**THE PROBLEM**:
Each line from the start of the data below through the one containing "1px #cacacc) drop-shadow(0" must be reproduced exactly.

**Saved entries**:
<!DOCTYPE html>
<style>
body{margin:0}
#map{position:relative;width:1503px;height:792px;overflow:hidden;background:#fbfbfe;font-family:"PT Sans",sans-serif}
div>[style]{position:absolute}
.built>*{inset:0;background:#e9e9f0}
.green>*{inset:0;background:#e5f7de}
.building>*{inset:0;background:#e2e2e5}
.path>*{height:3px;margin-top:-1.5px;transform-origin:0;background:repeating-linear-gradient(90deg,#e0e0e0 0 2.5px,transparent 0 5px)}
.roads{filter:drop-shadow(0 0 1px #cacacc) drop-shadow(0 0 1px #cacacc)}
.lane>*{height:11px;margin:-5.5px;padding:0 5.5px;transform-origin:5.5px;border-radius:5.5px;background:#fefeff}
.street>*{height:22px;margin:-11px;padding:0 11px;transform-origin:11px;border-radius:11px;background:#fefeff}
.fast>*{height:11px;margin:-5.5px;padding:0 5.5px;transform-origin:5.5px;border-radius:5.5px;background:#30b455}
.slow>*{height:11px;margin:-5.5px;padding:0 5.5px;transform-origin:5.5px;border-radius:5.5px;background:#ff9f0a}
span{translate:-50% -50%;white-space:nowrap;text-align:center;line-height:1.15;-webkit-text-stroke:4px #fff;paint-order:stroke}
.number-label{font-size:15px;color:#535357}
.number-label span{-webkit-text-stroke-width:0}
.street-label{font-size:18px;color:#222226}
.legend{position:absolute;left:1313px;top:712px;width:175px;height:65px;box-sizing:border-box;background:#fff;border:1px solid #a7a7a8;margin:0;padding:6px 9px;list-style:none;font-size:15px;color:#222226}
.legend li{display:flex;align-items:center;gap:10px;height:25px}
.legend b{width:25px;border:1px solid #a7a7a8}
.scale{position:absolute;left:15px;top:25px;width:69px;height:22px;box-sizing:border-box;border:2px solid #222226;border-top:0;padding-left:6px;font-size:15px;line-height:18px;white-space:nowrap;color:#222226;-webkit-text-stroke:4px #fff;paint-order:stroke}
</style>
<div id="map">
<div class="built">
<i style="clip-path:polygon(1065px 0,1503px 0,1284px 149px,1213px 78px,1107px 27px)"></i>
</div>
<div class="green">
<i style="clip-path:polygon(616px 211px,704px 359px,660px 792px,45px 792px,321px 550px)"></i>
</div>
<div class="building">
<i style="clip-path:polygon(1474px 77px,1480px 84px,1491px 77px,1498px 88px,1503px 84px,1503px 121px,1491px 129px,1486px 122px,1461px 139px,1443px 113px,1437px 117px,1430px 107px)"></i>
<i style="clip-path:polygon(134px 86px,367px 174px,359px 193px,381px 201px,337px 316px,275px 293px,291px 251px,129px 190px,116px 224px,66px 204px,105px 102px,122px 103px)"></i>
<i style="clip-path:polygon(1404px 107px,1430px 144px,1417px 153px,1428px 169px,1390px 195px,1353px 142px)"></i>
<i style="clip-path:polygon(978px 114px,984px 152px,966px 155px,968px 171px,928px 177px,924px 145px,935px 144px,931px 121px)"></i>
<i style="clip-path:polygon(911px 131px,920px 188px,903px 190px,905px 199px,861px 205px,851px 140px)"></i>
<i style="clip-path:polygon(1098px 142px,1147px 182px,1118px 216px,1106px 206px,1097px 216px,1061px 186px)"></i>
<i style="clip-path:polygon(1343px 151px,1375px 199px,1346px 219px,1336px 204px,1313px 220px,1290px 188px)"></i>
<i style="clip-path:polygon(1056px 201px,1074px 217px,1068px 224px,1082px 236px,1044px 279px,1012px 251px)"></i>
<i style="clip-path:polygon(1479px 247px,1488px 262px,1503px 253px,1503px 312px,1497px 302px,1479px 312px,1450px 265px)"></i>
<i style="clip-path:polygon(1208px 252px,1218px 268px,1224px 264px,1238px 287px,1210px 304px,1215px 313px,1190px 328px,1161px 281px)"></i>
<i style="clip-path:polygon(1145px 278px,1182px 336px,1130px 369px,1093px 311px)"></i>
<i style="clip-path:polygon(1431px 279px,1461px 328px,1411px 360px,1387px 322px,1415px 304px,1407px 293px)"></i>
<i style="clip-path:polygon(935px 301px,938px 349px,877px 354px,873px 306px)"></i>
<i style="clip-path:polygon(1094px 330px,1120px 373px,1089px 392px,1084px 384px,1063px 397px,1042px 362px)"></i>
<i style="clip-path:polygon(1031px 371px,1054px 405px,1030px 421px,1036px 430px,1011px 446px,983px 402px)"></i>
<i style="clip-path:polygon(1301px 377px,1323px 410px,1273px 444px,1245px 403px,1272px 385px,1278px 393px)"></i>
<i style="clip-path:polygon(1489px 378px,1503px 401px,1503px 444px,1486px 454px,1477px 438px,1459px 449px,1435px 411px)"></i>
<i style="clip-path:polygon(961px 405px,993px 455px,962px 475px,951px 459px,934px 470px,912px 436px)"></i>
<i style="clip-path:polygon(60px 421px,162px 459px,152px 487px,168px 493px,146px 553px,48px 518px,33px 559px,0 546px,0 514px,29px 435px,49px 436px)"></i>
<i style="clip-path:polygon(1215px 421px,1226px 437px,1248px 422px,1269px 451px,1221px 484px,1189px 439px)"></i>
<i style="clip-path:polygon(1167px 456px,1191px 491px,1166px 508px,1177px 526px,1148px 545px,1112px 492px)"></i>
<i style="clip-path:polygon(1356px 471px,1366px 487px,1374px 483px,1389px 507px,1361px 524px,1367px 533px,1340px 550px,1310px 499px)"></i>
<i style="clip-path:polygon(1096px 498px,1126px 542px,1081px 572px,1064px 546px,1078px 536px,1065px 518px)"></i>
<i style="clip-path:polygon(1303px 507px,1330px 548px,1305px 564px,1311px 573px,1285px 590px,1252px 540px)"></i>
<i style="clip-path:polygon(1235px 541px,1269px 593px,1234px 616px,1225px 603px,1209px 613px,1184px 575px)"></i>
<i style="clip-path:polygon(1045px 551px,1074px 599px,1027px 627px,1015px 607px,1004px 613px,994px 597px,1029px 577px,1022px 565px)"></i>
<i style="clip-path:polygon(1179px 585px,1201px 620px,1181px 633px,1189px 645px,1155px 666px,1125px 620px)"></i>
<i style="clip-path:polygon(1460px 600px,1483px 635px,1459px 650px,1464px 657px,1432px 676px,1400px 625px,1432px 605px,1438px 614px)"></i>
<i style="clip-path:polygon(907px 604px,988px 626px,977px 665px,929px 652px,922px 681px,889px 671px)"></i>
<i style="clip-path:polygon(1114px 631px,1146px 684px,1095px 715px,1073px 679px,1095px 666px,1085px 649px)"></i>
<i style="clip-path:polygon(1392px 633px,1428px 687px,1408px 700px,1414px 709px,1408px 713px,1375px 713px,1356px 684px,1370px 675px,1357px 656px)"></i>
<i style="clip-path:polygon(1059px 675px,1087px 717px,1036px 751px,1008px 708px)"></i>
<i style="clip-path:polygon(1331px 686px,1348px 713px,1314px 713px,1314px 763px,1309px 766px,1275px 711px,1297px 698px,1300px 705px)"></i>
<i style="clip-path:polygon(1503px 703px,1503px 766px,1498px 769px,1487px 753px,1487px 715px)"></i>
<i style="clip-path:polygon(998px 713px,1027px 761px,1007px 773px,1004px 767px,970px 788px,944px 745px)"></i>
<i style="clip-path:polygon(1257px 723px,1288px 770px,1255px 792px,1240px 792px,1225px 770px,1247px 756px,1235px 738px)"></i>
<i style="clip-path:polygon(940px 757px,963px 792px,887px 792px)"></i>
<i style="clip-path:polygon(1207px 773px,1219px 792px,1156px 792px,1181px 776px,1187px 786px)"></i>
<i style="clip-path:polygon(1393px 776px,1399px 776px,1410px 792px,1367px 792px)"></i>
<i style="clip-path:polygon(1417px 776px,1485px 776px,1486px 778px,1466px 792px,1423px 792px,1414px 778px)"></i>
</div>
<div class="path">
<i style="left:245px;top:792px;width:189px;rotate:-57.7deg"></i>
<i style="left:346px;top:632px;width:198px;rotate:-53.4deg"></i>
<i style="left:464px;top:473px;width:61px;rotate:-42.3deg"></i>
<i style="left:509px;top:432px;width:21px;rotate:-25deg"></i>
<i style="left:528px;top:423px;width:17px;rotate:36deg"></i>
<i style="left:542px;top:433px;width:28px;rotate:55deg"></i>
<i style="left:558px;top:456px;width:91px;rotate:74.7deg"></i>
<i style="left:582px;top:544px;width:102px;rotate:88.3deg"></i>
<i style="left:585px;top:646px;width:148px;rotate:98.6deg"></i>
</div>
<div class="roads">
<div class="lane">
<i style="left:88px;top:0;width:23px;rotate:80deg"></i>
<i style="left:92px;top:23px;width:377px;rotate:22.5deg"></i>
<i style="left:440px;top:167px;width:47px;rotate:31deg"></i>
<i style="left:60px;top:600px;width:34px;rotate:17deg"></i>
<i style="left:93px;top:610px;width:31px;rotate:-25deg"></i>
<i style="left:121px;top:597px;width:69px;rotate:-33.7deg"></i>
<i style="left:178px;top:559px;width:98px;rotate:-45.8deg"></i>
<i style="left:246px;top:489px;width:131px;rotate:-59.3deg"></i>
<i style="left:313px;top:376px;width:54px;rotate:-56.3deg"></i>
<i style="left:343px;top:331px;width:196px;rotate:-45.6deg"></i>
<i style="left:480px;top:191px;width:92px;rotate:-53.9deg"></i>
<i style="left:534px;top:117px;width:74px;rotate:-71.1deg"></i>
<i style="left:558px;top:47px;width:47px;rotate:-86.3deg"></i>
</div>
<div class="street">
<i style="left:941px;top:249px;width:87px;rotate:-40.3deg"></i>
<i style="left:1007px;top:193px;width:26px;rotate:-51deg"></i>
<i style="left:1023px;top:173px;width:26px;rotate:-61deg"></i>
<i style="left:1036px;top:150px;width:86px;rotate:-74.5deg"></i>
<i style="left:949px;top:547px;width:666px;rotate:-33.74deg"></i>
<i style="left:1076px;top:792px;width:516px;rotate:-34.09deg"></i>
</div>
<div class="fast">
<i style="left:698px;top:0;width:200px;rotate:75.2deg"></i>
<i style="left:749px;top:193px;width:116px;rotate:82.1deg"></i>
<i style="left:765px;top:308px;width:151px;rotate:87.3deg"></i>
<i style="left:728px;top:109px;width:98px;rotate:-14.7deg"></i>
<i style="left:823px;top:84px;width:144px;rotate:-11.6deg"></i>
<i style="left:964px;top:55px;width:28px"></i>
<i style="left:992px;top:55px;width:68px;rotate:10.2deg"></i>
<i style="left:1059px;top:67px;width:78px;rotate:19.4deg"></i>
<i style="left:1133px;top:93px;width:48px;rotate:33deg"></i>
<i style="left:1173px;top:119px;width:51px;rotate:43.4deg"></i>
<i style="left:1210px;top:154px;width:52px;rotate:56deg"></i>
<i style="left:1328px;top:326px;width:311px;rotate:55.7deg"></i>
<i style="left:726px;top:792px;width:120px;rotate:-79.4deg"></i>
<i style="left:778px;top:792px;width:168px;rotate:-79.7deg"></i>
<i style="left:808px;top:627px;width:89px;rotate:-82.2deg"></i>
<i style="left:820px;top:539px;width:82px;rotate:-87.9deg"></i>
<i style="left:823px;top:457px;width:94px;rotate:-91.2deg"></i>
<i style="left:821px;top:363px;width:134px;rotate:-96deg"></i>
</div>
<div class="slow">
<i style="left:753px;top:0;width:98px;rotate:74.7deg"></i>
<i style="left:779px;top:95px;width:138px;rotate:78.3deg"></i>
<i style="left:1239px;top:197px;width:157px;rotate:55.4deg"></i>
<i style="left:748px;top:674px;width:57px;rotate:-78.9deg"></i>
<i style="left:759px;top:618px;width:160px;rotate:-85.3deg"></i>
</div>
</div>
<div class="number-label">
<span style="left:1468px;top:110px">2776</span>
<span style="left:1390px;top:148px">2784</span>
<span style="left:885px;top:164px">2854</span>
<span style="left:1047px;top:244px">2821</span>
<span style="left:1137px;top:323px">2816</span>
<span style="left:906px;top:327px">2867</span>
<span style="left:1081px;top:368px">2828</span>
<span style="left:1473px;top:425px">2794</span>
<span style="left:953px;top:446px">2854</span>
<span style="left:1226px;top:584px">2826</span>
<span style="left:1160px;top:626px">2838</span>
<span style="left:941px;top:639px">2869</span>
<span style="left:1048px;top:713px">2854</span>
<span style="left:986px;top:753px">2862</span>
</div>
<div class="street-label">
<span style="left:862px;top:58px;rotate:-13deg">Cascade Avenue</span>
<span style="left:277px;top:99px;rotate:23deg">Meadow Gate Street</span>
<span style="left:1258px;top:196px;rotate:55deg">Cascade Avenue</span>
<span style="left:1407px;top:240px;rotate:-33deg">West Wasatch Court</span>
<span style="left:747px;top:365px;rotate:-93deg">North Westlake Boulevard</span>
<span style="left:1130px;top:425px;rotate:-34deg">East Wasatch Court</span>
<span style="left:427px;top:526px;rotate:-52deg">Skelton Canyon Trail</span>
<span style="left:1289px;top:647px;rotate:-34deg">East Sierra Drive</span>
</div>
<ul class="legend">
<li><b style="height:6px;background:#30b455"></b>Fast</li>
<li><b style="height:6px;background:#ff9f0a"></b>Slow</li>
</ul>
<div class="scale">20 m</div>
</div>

**EXERCISE RESULT**:
<!DOCTYPE html>
<style>
body{margin:0}
#map{position:relative;width:1503px;height:792px;overflow:hidden;background:#fbfbfe;font-family:"PT Sans",sans-serif}
div>[style]{position:absolute}
.built>*{inset:0;background:#e9e9f0}
.green>*{inset:0;background:#e5f7de}
.building>*{inset:0;background:#e2e2e5}
.path>*{height:3px;margin-top:-1.5px;transform-origin:0;background:repeating-linear-gradient(90deg,#e0e0e0 0 2.5px,transparent 0 5px)}
.roads{filter:drop-shadow(0 0 1px #cacacc) drop-shadow(0 0 1px #cacacc)}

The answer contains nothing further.